_ACTION ITEM_
The answer should consist of each line from the data below that includes "NOVA".

******************************

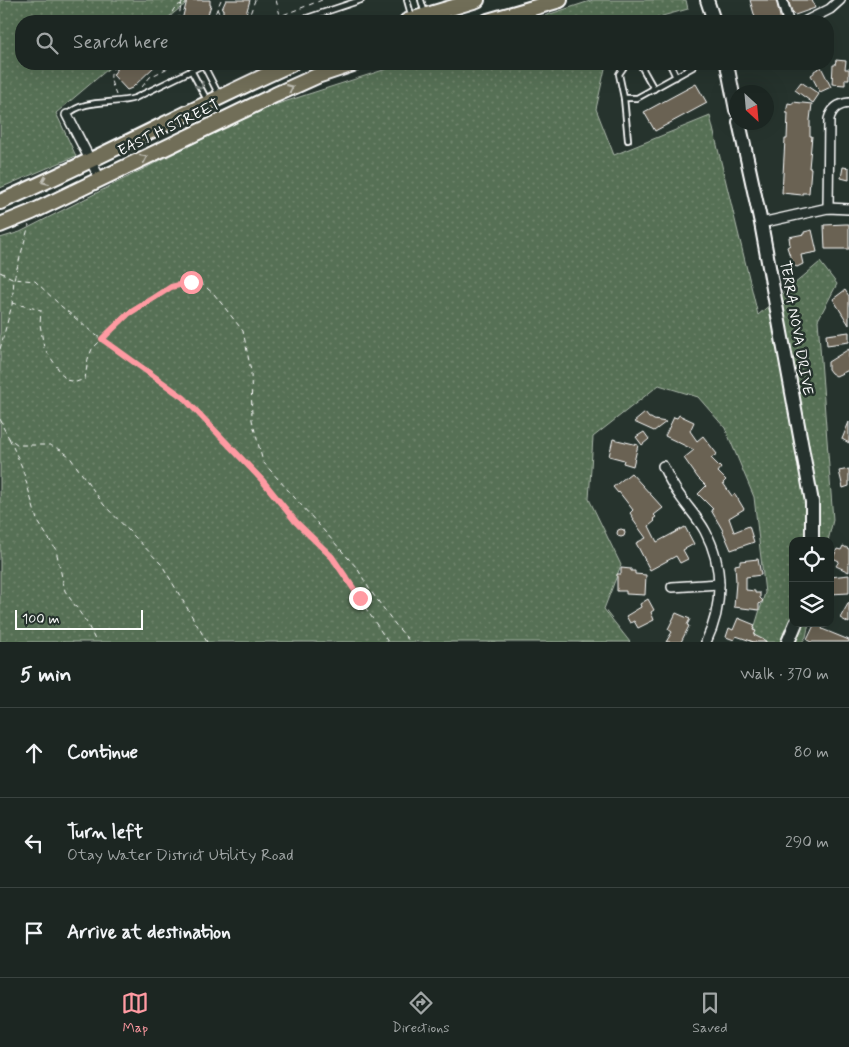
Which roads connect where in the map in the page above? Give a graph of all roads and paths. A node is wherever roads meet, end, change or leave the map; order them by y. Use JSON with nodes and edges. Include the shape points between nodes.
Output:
{"nodes":[{"id":1,"x":183,"y":0,"type":"edge"},
{"id":2,"x":221,"y":0,"type":"edge"},
{"id":3,"x":255,"y":0,"type":"edge"},
{"id":4,"x":276,"y":0,"type":"edge"},
{"id":5,"x":309,"y":0,"type":"edge"},
{"id":6,"x":322,"y":0,"type":"edge"},
{"id":7,"x":361,"y":0,"type":"edge"},
{"id":8,"x":407,"y":0,"type":"edge"},
{"id":9,"x":421,"y":0,"type":"edge"},
{"id":10,"x":477,"y":0,"type":"edge"},
{"id":11,"x":560,"y":0,"type":"edge"},
{"id":12,"x":706,"y":0,"type":"edge"},
{"id":13,"x":782,"y":0,"type":"edge"},
{"id":14,"x":840,"y":0,"type":"edge"},
{"id":15,"x":309,"y":4,"type":"junction"},
{"id":16,"x":181,"y":5,"type":"junction"},
{"id":17,"x":184,"y":6,"type":"dead end"},
{"id":18,"x":217,"y":8,"type":"junction"},
{"id":19,"x":171,"y":15,"type":"edge"},
{"id":20,"x":179,"y":15,"type":"edge"},
{"id":21,"x":214,"y":15,"type":"edge"},
{"id":22,"x":220,"y":15,"type":"edge"},
{"id":23,"x":251,"y":15,"type":"edge"},
{"id":24,"x":281,"y":15,"type":"joint"},
{"id":25,"x":316,"y":15,"type":"edge"},
{"id":26,"x":413,"y":15,"type":"edge"},
{"id":27,"x":416,"y":15,"type":"edge"},
{"id":28,"x":428,"y":15,"type":"edge"},
{"id":29,"x":509,"y":15,"type":"edge"},
{"id":30,"x":712,"y":15,"type":"edge"},
{"id":31,"x":786,"y":15,"type":"edge"},
{"id":32,"x":818,"y":15,"type":"edge"},
{"id":33,"x":113,"y":70,"type":"edge"},
{"id":34,"x":164,"y":70,"type":"edge"},
{"id":35,"x":192,"y":70,"type":"joint"},
{"id":36,"x":206,"y":70,"type":"edge"},
{"id":37,"x":278,"y":70,"type":"edge"},
{"id":38,"x":335,"y":70,"type":"edge"},
{"id":39,"x":622,"y":70,"type":"edge"},
{"id":40,"x":643,"y":70,"type":"edge"},
{"id":41,"x":673,"y":70,"type":"edge"},
{"id":42,"x":689,"y":70,"type":"edge"},
{"id":43,"x":729,"y":70,"type":"edge"},
{"id":44,"x":676,"y":77,"type":"junction"},
{"id":45,"x":732,"y":85,"type":"edge"},
{"id":46,"x":141,"y":89,"type":"dead end"},
{"id":47,"x":654,"y":89,"type":"junction"},
{"id":48,"x":117,"y":97,"type":"dead end"},
{"id":49,"x":624,"y":98,"type":"junction"},
{"id":50,"x":214,"y":100,"type":"junction"},
{"id":51,"x":849,"y":103,"type":"edge"},
{"id":52,"x":67,"y":115,"type":"joint"},
{"id":53,"x":742,"y":130,"type":"edge"},
{"id":54,"x":628,"y":140,"type":"dead end"},
{"id":55,"x":89,"y":161,"type":"junction"},
{"id":56,"x":100,"y":179,"type":"junction"},
{"id":57,"x":0,"y":202,"type":"edge"},
{"id":58,"x":828,"y":208,"type":"junction"},
{"id":59,"x":849,"y":209,"type":"edge"},
{"id":60,"x":32,"y":212,"type":"junction"},
{"id":61,"x":761,"y":223,"type":"junction"},
{"id":62,"x":0,"y":225,"type":"edge"},
{"id":63,"x":0,"y":272,"type":"edge"},
{"id":64,"x":14,"y":279,"type":"junction"},
{"id":65,"x":12,"y":303,"type":"junction"},
{"id":66,"x":102,"y":339,"type":"junction"},
{"id":67,"x":0,"y":349,"type":"edge"},
{"id":68,"x":0,"y":419,"type":"edge"},
{"id":69,"x":3,"y":427,"type":"junction"},
{"id":70,"x":663,"y":466,"type":"dead end"},
{"id":71,"x":812,"y":537,"type":"edge"},
{"id":72,"x":719,"y":584,"type":"junction"},
{"id":73,"x":672,"y":587,"type":"dead end"},
{"id":74,"x":794,"y":627,"type":"edge"},
{"id":75,"x":96,"y":642,"type":"edge"},
{"id":76,"x":207,"y":642,"type":"edge"},
{"id":77,"x":388,"y":642,"type":"edge"},
{"id":78,"x":410,"y":642,"type":"edge"},
{"id":79,"x":706,"y":642,"type":"edge"},
{"id":80,"x":788,"y":642,"type":"edge"}],
"edges":[{"from":1,"to":16,"type":"path"},
{"from":2,"to":18,"type":"path"},
{"from":3,"to":23,"type":"path"},
{"from":4,"to":24,"type":"path"},
{"from":5,"to":15,"type":"path"},
{"from":6,"to":15,"type":"path"},
{"from":7,"to":25,"type":"lane"},
{"from":8,"to":26,"type":"lane"},
{"from":9,"to":27,"type":"lane"},
{"from":10,"to":28,"type":"main road"},
{"from":11,"to":29,"type":"main road"},
{"from":12,"to":30,"type":"street"},
{"from":13,"to":31,"type":"street"},
{"from":14,"to":32,"type":"street"},
{"from":15,"to":24,"type":"path"},
{"from":16,"to":17,"type":"path"},
{"from":16,"to":19,"type":"path","via":[[177,5]]},
{"from":16,"to":20,"type":"path"},
{"from":18,"to":21,"type":"path"},
{"from":18,"to":22,"type":"path"},
{"from":33,"to":48,"type":"path","via":[[110,78]]},
{"from":34,"to":46,"type":"path","via":[[150,77]]},
{"from":35,"to":50,"type":"lane","one_way":true},
{"from":35,"to":52,"type":"lane","via":[[124,102],[89,104]]},
{"from":36,"to":50,"type":"lane"},
{"from":37,"to":50,"type":"main road","name":"EAST H STREET"},
{"from":56,"to":38,"type":"main road","name":"EAST H STREET","one_way":true,"via":[[292,87]]},
{"from":39,"to":49,"type":"lane","via":[[619,74]]},
{"from":40,"to":47,"type":"lane"},
{"from":41,"to":44,"type":"lane"},
{"from":42,"to":44,"type":"lane"},
{"from":43,"to":45,"type":"street"},
{"from":44,"to":47,"type":"lane"},
{"from":47,"to":49,"type":"lane","via":[[637,98]]},
{"from":49,"to":54,"type":"lane"},
{"from":50,"to":55,"type":"main road","name":"EAST H STREET"},
{"from":51,"to":58,"type":"street","via":[[836,107],[829,119]]},
{"from":52,"to":55,"type":"street"},
{"from":53,"to":61,"type":"street","name":"TERRA NOVA DRIVE"},
{"from":55,"to":56,"type":"street"},
{"from":55,"to":57,"type":"main road","name":"EAST H STREET","one_way":true},
{"from":56,"to":60,"type":"main road","name":"EAST H STREET"},
{"from":58,"to":59,"type":"street"},
{"from":58,"to":61,"type":"street"},
{"from":60,"to":62,"type":"main road","name":"EAST H STREET"},
{"from":60,"to":64,"type":"path"},
{"from":61,"to":71,"type":"street","name":"TERRA NOVA DRIVE","via":[[812,502]]},
{"from":63,"to":64,"type":"path"},
{"from":64,"to":65,"type":"path"},
{"from":64,"to":66,"type":"path","via":[[35,281]]},
{"from":65,"to":66,"type":"path","via":[[41,310],[44,348],[66,380],[76,382],[85,379],[92,349]]},
{"from":65,"to":67,"type":"path"},
{"from":66,"to":77,"type":"path","via":[[184,398],[262,480],[296,522],[332,557]]},
{"from":66,"to":78,"type":"path","via":[[128,314],[171,287],[191,282],[202,284],[214,294],[243,331],[251,371],[252,420],[263,462],[357,568]]},
{"from":68,"to":69,"type":"path"},
{"from":69,"to":75,"type":"path","via":[[22,467],[37,520],[56,550],[65,591]]},
{"from":69,"to":76,"type":"path","via":[[18,445],[50,444],[69,456],[104,504],[162,565]]},
{"from":70,"to":72,"type":"street","via":[[708,538],[716,559]]},
{"from":72,"to":73,"type":"street"},
{"from":72,"to":79,"type":"street","via":[[715,619]]},
{"from":74,"to":80,"type":"street"}]}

******************************

_COMPLETED TASK_
{"from":53,"to":61,"type":"street","name":"TERRA NOVA DRIVE"},
{"from":61,"to":71,"type":"street","name":"TERRA NOVA DRIVE","via":[[812,502]]},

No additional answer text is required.